Items listed in a dataset:
- - -

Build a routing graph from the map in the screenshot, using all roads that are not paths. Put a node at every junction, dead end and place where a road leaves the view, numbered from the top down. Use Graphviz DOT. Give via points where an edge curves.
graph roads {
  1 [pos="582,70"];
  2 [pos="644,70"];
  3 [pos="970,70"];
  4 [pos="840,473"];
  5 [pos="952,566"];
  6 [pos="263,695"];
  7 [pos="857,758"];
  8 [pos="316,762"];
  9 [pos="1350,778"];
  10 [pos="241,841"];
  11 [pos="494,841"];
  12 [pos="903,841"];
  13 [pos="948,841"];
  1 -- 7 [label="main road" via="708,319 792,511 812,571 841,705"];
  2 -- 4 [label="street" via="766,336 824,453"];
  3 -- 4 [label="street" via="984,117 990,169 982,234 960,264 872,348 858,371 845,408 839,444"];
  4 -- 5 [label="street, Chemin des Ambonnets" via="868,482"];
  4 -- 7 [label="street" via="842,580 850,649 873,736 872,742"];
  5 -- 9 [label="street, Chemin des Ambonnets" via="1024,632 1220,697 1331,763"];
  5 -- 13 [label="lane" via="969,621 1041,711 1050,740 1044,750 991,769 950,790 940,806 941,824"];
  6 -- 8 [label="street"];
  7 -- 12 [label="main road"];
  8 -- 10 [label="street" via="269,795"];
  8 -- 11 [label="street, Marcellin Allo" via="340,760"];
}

- - -

_What the exercise asks_
An exact copy of the data is needed.

_Response to this exercise_
Build a routing graph from the map in the screenshot, using all roads that are not paths. Put a node at every junction, dead end and place where a road leaves the view, numbered from the top down. Use Graphviz DOT. Give via points where an edge curves.
graph roads {
  1 [pos="582,70"];
  2 [pos="644,70"];
  3 [pos="970,70"];
  4 [pos="840,473"];
  5 [pos="952,566"];
  6 [pos="263,695"];
  7 [pos="857,758"];
  8 [pos="316,762"];
  9 [pos="1350,778"];
  10 [pos="241,841"];
  11 [pos="494,841"];
  12 [pos="903,841"];
  13 [pos="948,841"];
  1 -- 7 [label="main road" via="708,319 792,511 812,571 841,705"];
  2 -- 4 [label="street" via="766,336 824,453"];
  3 -- 4 [label="street" via="984,117 990,169 982,234 960,264 872,348 858,371 845,408 839,444"];
  4 -- 5 [label="street, Chemin des Ambonnets" via="868,482"];
  4 -- 7 [label="street" via="842,580 850,649 873,736 872,742"];
  5 -- 9 [label="street, Chemin des Ambonnets" via="1024,632 1220,697 1331,763"];
  5 -- 13 [label="lane" via="969,621 1041,711 1050,740 1044,750 991,769 950,790 940,806 941,824"];
  6 -- 8 [label="street"];
  7 -- 12 [label="main road"];
  8 -- 10 [label="street" via="269,795"];
  8 -- 11 [label="street, Marcellin Allo" via="340,760"];
}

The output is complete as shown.